Reena Saini Kallat’s installation “Woven Chronicle” is at Stanford University’s Cantor Arts Center, which reopens to the public on April 21. (Photo courtesy Jonathan Muzikar/Museum of Modern Art/SCALA/Art Resource)

Reena Saini Kallat’s installation “Woven Chronicle” is at Stanford University’s Cantor Arts Center, which reopens to the public on April 21. (Photo courtesy Jonathan Muzikar/Museum of Modern Art/SCALA/Art Resource)

Stanford art museums to reopen in April

Stanford University is preparing to reopen its art museums to the public.

Officials this week announced that the Anderson Collection at Stanford University and the Cantor Arts Center will open to the public at 25% capacity starting April 21, following a preview weekend for students, faculty and staff from April 16-18.

“Our community has faced isolation and loss during the pandemic and we know people are looking for opportunities for engagement,” said Matthew Tiews, Stanford’s associate vice president for campus engagement. “We hope that by reopening some of our wonderful community resources we are providing a way for members of the Stanford community and visitors from our surrounding communities to reconnect and to experience joy.”

“When Home Won’t Let You Stay,” an exhibition of contemporary multimedia works addressing migration, immigration and displacement, will be at Cantor Arts Center through May 30. The provocative show, which also can be seen online, includes some two dozen works by 18 international artists.

Of particular interest is Mumbai artist Reena Saini Kallat’s large “wall drawing” called “Woven Chronicle.” Made of circuit boards, speakers, electrical wires and fittings, it’s a world map that charts “global flows and movements of travelers, migrants and labor.” It also reflects the personal history of Kallat, whose family split as a result the Partition of India in 1947, which divided the country into India and Pakistan and forced the migration of millions of people.

Also of note is British-Nigerian artist’s Yinka Shonibare “The American Library,” a display of 6,000 books covered in colorful print fabric often associated with West Africa, and reflecting colonial influences on the region. Names of important figures in American history and culture — immigrants or their descendants, or African Americans who moved during the Great Migration — are embossed in gold on the volumes. Innovators, leaders and artists such as W.E.B. Du Bois, Grace Lee Boggs, Toni Morrison, Steve Jobs, Bruce Lee, Ana Mendieta, Joni Mitchell, Barack Obama, Steven Spielberg, Carl Stokes and Tiger Woods exemplify the diversity of American experience.
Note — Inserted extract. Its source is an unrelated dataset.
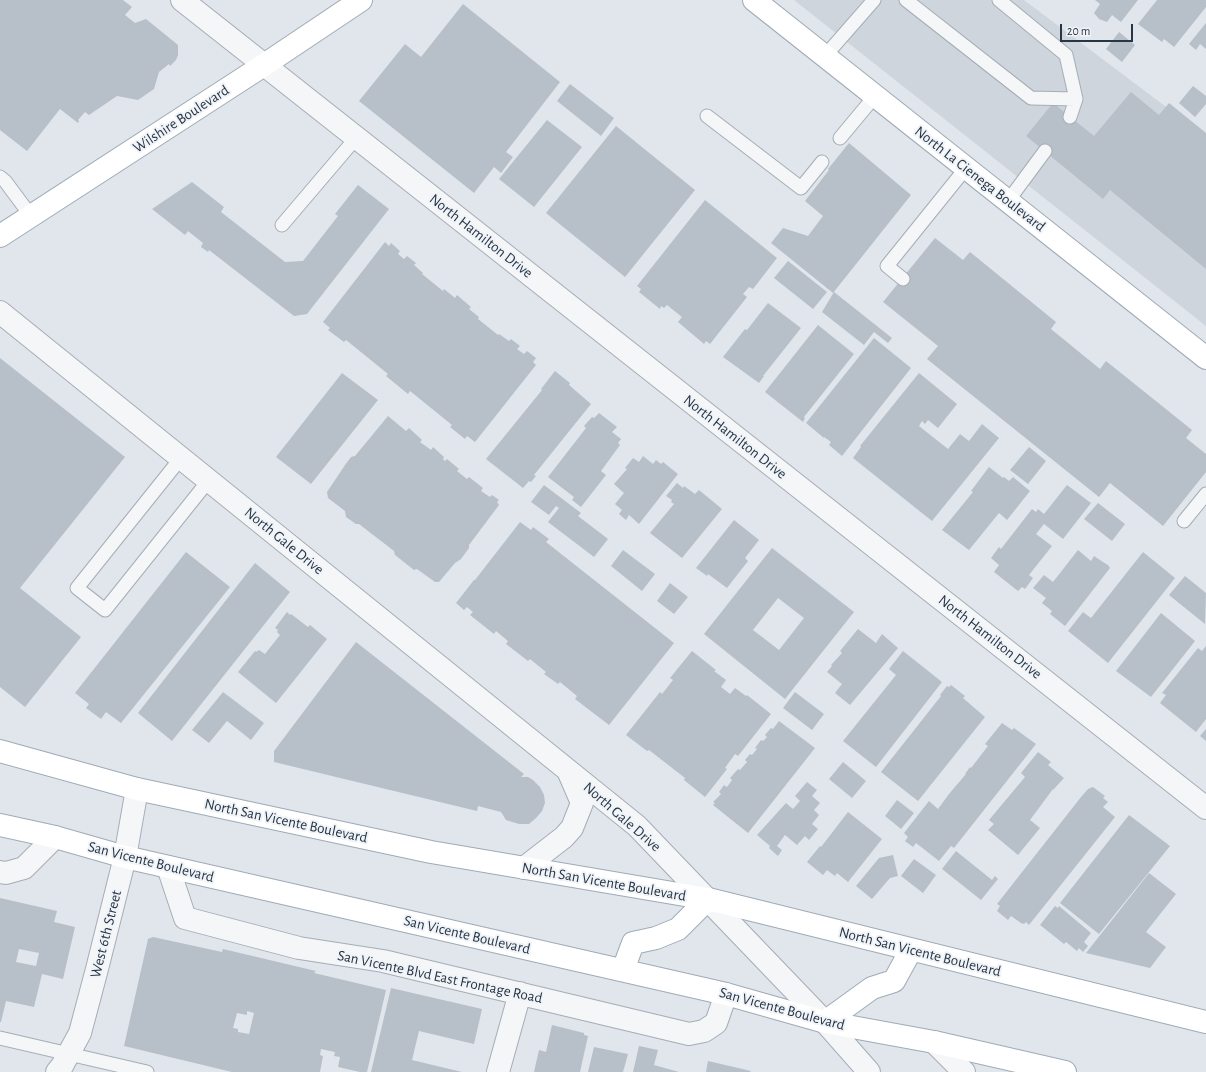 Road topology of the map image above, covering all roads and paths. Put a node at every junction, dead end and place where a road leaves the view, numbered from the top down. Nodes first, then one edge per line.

At the Anderson Collection, two exhibits will be on view through May 2. “Formed and Fired: Contemporary American Ceramics” features boundary-challenging work by Kathy Butterly, Kahlil Robert Irving, Simone Leigh and Brie Ruais, and “Hostile Terrain 94,” sponsored by the Undocumented Migration Project, is a participatory installation of some 3,000 toe tags, each representing a migrant who died trying to cross the U.S.-Mexico border in Arizona, at the Sonoran Desert, between the mid-1990s and 2019.

On May 3, the Anderson will close for the summer for building maintenance and artwork reinstallation.

Stanford Live’s Frost Amphitheater will also reopen in the spring with outdoor movies, followed by live performances, to be announced, in the summer.

IF YOU GO

Cantor Arts Center

Where: 328 Lomita Drive, Stanford University

Contact: (650) 723-4177, http://museum.stanford.edu

Anderson Collection

Where: 314 Lomita Drive, Stanford University

Contact: (650) 721-6055, https://anderson.stanford.edu/

When: 11 a.m. to 5 p.m. Wednesdays-Sundays, opens April 21

Admission: Free, advance timed ticket required

Note: COVID-19 protocols will be in place.